Disclaimers: This is yet another uber tale of my making. Technically the characters of Xena and Gabrielle belong to MCA/Universal, but since it's not REALLY X&G here... well anyway, these uber characters belong to me, me memememe....so, copyright 1999 Tragedy88 and all that.

Violence/language: Um, some violence, some bad language... maybe a pg-13 so far?

Subtext: You betcha! Oh, if it's illegal where you live or love between members of the same sex offends you please read elsewhere.

And last but not least: How, you ask, can so many of my characters exist within the same timeline? Easy, I write what I know. In this case I know farms, horses, and the hardships of being alone. In anycase it's a divergence from my usual cops, gangs, lusty/evil uber Callistos' etc., etc. etc... :)

Feedback is very welcome at keket1976@yahoo.com


Chapter Four-


History Lesson

"The bitterest tears shed over graves are for words left unsaid and deeds left undone."- Harriet Beecher Stowe

___________________

Hmmm, Alex trailed up and down the hallway one more time, which room? Which room? Yick... ok, none of the upstairs rooms, it's a freezer up there... this one? No, I still have to fix that damn... wait, she'll like this one.

It was almost empty, but it was just down the hall from Alex's study. She wondered if there was an ulterior motive, and not just that it was one of the few rooms with a working fireplace.

The window on the back wall looked out into the snow covered fields, shining brilliant back into the room. A faded rose pattern, stereotypical of old farmhouses, covered the walls.

"This is nice." Dusty surprised her from the doorway.

She jumped a little. "Yeah. Wanna help me get one of the beds from upstairs?"

"Sure."

"I'd suggest wearing a coat up there," Alex said as Dusty turned towards the door, "it's like an ice box."

"Ok, meet you at the stairs." And Dusty was gone, silent as a panther stalking it's prey.
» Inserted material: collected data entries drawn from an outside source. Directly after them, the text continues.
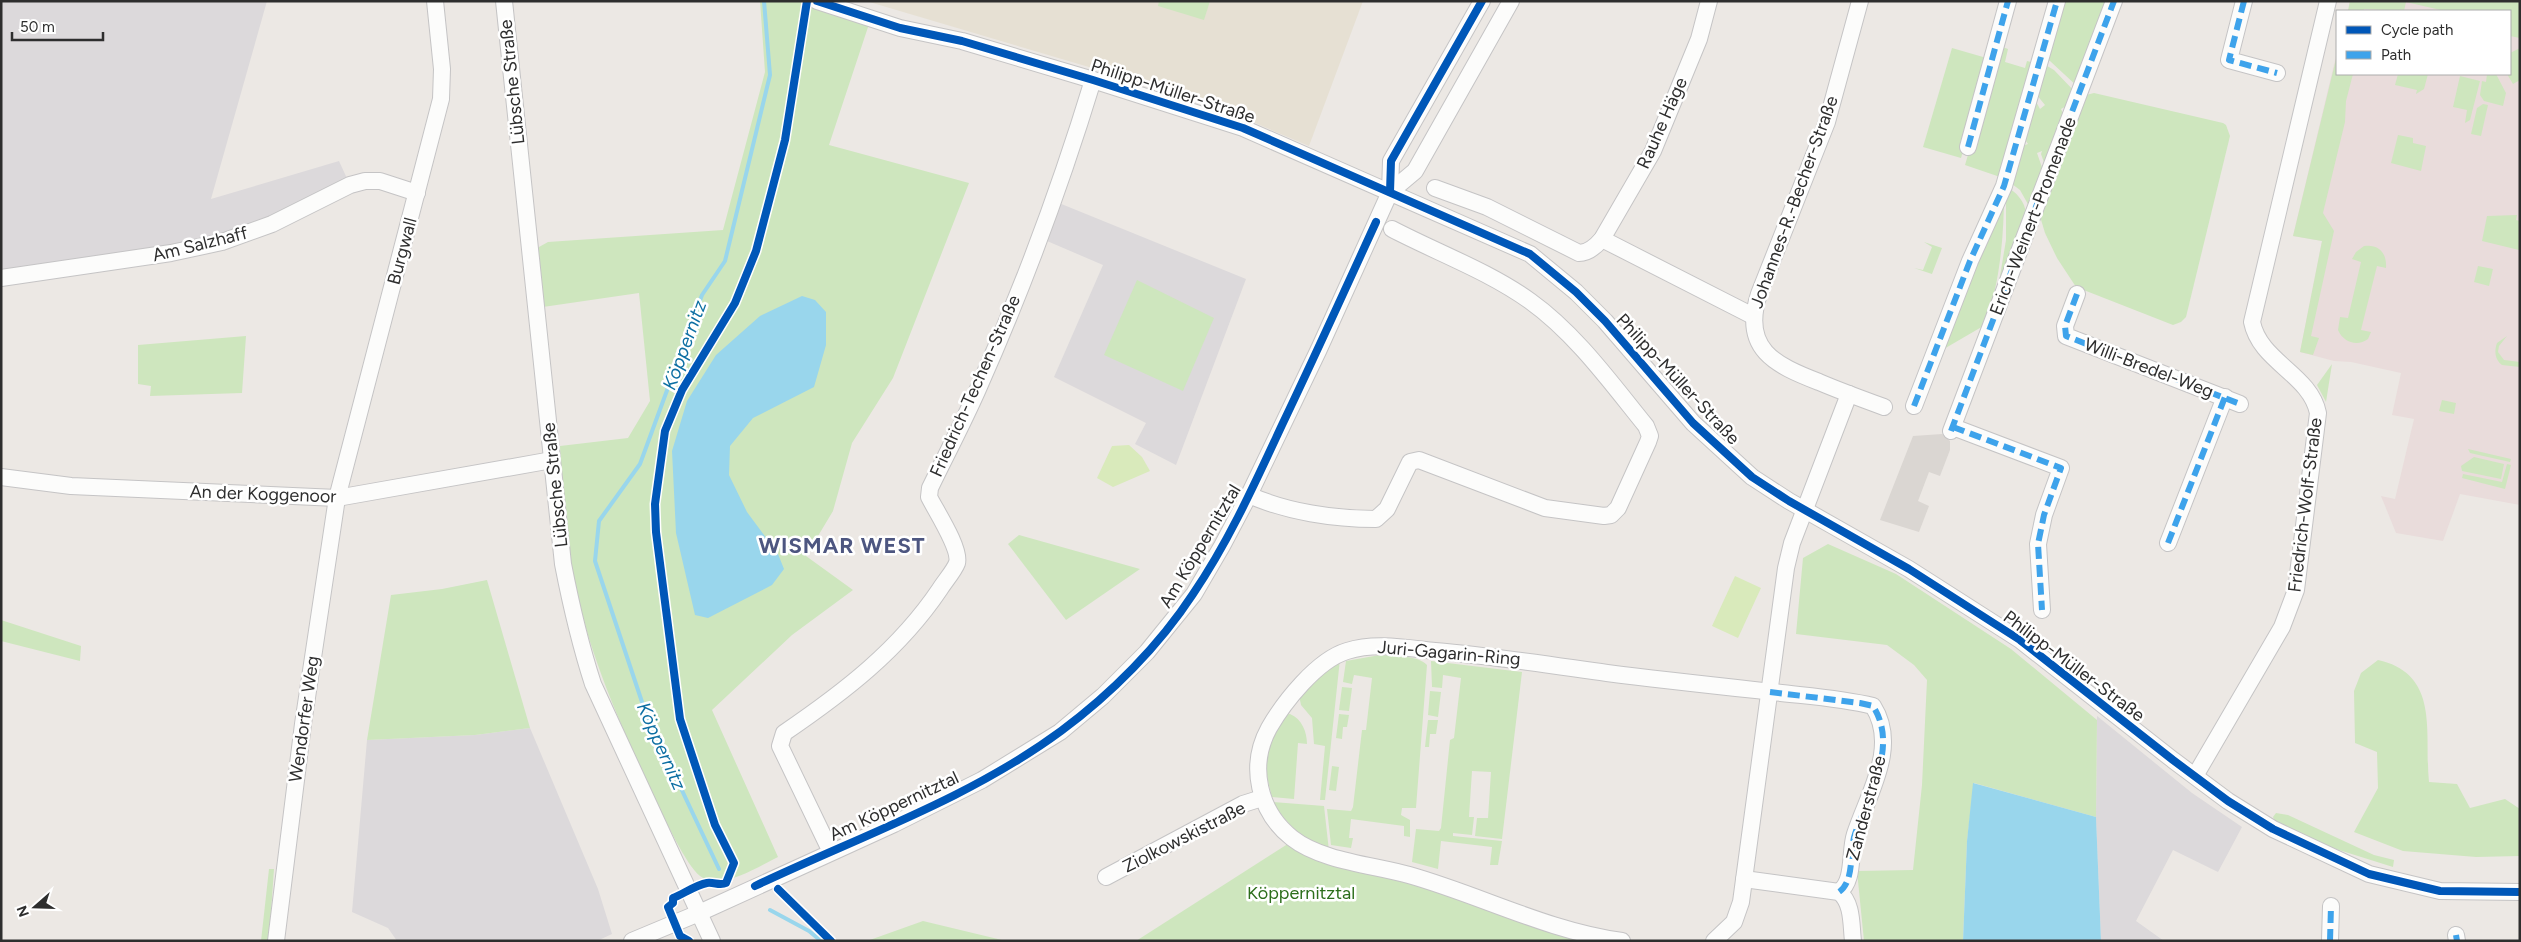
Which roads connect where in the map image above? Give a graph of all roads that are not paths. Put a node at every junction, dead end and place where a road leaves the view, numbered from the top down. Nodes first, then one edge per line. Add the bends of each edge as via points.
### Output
1 (435, 1) edge
2 (504, 1) edge
3 (817, 1) edge
4 (1482, 1) edge
5 (1511, 1) edge
6 (1709, 1) edge
7 (1860, 1) edge
8 (2008, 1) edge
9 (2057, 1) edge
10 (2114, 1) edge
11 (2244, 1) edge
12 (2328, 1) edge
13 (2277, 73) dead end
14 (1093, 80) junction
15 (1968, 147) dead end
16 (1435, 188) dead end
17 (1390, 192) junction
18 (417, 193) junction
19 (1396, 232) dead end
20 (1602, 239) junction
21 (1, 278) edge
22 (2076, 294) dead end
23 (1753, 316) junction
24 (1849, 394) junction
25 (2225, 397) junction
26 (2240, 404) dead end
27 (1914, 406) dead end
28 (1884, 407) dead end
29 (552, 460) junction
30 (1, 477) edge
31 (1249, 495) junction
32 (337, 498) junction
33 (1805, 510) junction
34 (2168, 543) dead end
35 (2042, 610) dead end
36 (1770, 692) junction
37 (2195, 776) junction
38 (1262, 798) junction
39 (831, 852) junction
40 (1106, 877) dead end
41 (1744, 879) junction
42 (1839, 892) junction
43 (2520, 892) edge
44 (2331, 906) dead end
45 (698, 913) junction
46 (276, 941) edge
47 (632, 941) edge
48 (712, 941) edge
49 (1622, 941) edge
50 (1714, 941) edge
51 (1853, 941) edge
52 (2330, 941) edge

1 - 18 street, Burgwall via 442,69 441,99
2 - 29 street, Lübsche Straße
3 - 14 street, Philipp-Müller-Straße via 900,28 962,41
4 - 17 street via 1391,160
5 - 17 street via 1415,171
6 - 20 street, Rauhe Häge via 1699,39 1653,151
7 - 23 street, Johannes-R.-Becher-Straße via 1827,122
8 - 15 street
9 - 27 street via 2004,186 1970,261
10 - 35 street, Erich-Weinert-Promenade via 1952,429 2061,468 2044,515 2038,544
11 - 13 street via 2229,60
12 - 37 street, Friedrich-Wolf-Straße via 2252,322 2266,350 2307,389 2316,402 2318,413 2296,590 2282,627
14 - 17 street, Philipp-Müller-Straße via 1243,128
14 - 39 street, Friedrich-Techen-Straße via 1040,238 978,390 930,488 929,497 956,551 957,563 931,602 882,659 784,733 780,746
16 - 20 street via 1487,207 1579,253 1584,253
17 - 31 street, Am Köppernitztal
17 - 33 street, Philipp-Müller-Straße via 1530,254 1553,271 1605,321 1712,442 1752,477
18 - 21 street, Am Salzhaff via 380,181 365,181 350,185 272,224 222,242 171,253
18 - 32 street, Burgwall
19 - 31 street via 1492,278 1530,301 1565,330 1642,420 1649,431 1648,442 1618,508 1611,515 1604,516 1544,508 1418,460 1410,462 1387,509 1376,519 1335,517 1268,503
20 - 23 street
22 - 25 street, Willi-Bredel-Weg via 2065,326 2066,336
23 - 24 street via 1762,346 1773,360 1792,372
24 - 28 street
24 - 33 street
25 - 26 street, Willi-Bredel-Weg
25 - 34 street
29 - 32 street, An der Koggenoor
29 - 45 street, Lübsche Straße via 563,564 584,659 624,755
30 - 32 street, An der Koggenoor via 71,486
31 - 39 street, Am Köppernitztal via 1180,613 1147,652 1082,715 982,780
32 - 46 street, Wendorfer Weg via 303,724
33 - 36 street via 1786,568
33 - 37 street, Philipp-Müller-Straße via 1909,569 2020,640
36 - 38 street, Juri-Gagarin-Ring via 1500,657 1392,646 1356,648 1343,652 1318,668 1273,723 1259,757
36 - 41 street
36 - 42 street, Zanderstraße via 1860,702 1873,706 1880,717 1884,736 1872,795 1855,835 1848,883
37 - 43 street, Philipp-Müller-Straße via 2273,829 2369,874 2440,891
38 - 40 street, Ziolkowskistraße via 1243,804
38 - 49 street, Juri-Gagarin-Ring via 1284,831 1308,848 1410,875 1581,934
39 - 45 street, Am Köppernitztal
41 - 42 street
41 - 50 street via 1734,922
42 - 51 street via 1849,907
44 - 52 street
45 - 47 street, Am Köppernitztal
45 - 48 street, Lübsche Straße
Alex shivered and shrugged into her own coat, grabbed the heavy rubber mallet from the pantry shelf and met Dusty on the stairs.

__________________

"This one's good." Alex pointed into a large, yellow papered room with a shrug. "It's still intact atleast."

"Alright, let's get to work."

After an hour long struggle with the mallet, frame, stairs and mattress they finally had it downstairs in Dusty's temporary new room. Granted, it was all still in pieces, but it was all finally there.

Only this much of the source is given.